From the early days of the uprising against Syrian president Bashar al-Assad, the residents of Kafranbel, a small town in northwestern Syria, have carved out a reputation for plucky – and peaceful — defiance through the witty banners and cartoons they circulate on social media.
The hundreds of banners, also published on Kafranbel's opposition website (which boasts of being "The Little Syrian Town that Could"), are mostly in English in order to reach as wide an audience as possible. They skewer Assad, his ally Russian president Vladimir Putin, and US president Barack Obama amid cultural references that range from Pink Floyd to Steven Spielberg movies.
One cartoon depicts Assad as Gollum from Tolkien's Lord of the Rings; another shows him dressed in a pink gown at the helm of a battleship, caught in Putin's embrace in a spoof of the film Titanic. The common theme of the banners, usually photographed held aloft by Kafranbel's residents, is that the world has not done enough to stop the killing in Syria. The signs often call bluntly for military intervention in Syria or for arming the opposition Free Syrian Army (FSA).
“These are our messages to the world,” says Raed Fares, a 40-year-old former property agent turned opposition activist who helps co-ordinate Kafranbel’s campaign. “We want to make sure we are not forgotten completely.”
Anti-regime protests
Fares is one of 130 human rights campaigners from 85 countries who attended a three-day event organised by Dublin-based organisation Front Line Defenders at Dublin Castle this week. He told delegates of Kafranbel's initial anti-regime protests in spring 2011, inspired by the toppling of dictators in Egypt and Tunisia. Like elsewhere in Syria, Assad's forces responded brutally.
“Kafranbel has been shelled repeatedly and they have used military planes to bomb us and terrorise us,” Fares said. “They have committed atrocities I cannot even begin to describe.”
Kafranbel is now under opposition control – or “liberated” as Fares puts it – and, unlike many other towns in northern Syria, it has stayed largely true to the ideals of peaceful civilian activism and public protests that marked the beginning of the uprising.

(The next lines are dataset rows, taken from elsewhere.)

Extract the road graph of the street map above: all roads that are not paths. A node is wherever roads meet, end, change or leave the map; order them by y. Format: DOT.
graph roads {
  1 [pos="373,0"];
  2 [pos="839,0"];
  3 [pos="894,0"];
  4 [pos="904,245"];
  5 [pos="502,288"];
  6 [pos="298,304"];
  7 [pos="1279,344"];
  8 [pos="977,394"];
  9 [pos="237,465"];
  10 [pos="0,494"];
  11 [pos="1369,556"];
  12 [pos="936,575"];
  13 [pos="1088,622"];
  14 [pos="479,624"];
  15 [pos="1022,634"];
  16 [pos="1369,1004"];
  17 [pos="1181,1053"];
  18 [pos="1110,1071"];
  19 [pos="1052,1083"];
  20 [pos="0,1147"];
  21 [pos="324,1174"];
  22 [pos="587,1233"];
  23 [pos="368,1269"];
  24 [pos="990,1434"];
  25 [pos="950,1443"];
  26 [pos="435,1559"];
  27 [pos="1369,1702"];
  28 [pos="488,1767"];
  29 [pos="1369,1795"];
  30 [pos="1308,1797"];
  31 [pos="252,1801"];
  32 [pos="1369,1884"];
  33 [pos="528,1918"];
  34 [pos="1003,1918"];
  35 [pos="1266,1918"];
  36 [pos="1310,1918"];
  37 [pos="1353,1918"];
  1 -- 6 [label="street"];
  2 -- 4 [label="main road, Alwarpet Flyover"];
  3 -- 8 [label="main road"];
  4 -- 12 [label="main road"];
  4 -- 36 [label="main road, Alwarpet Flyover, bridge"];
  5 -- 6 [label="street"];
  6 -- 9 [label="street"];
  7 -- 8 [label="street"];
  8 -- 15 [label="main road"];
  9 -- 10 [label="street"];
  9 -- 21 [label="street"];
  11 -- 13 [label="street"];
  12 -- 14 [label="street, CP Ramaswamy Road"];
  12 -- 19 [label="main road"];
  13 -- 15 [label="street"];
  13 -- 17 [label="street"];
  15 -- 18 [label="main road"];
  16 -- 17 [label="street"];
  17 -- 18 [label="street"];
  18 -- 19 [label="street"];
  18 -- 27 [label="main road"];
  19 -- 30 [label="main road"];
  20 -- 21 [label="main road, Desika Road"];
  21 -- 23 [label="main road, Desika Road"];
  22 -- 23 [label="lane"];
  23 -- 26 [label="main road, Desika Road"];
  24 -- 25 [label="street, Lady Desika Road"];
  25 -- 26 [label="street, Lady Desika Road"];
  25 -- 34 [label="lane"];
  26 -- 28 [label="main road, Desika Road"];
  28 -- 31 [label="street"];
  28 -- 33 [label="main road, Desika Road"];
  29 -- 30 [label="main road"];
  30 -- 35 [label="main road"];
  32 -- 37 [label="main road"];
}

More recently, its residents have found themselves resisting jihadist groups that have taken root elsewhere in the region. After one such faction took a local butcher hostage and tried to stop activists showing films in Kafranbel, Fares and others, including figures from the local FSA unit, told them not to come inside the town again. “Since then they have stopped trying to infringe on us, because they know we set too many obstacles for them,” he says. “Their ideas are foreign to us, and that is the reason I believe that once Assad is gone, they will vanish from Syria.”
Kafranbel's most recent triumph was a short video, titled The Syrian Revolution in Three Minutes, that went viral in the weeks after a chemical weapons attack in the Damascus suburbs killed hundreds. The film, which features Stone Age characters, depicts the evolution of the Syrian uprising and the meddling or inaction of different foreign powers, particularly in the wake of the gas attack. It ends with the message: "Death is death, regardless of the way it is done."
Boosting morale
When the work of Kafranbel's activists makes such an impact, it raises morale in the town, says Fares. "Many are despairing now. Three years is a long time to endure a war. Everyone has lost someone close to them. Life is very difficult. It looks like there is nothing on the horizon," he explains.
“When people see there is a reaction from outside to our banners and videos, it gives them a boost and energy to continue their protests despite everything we have suffered.”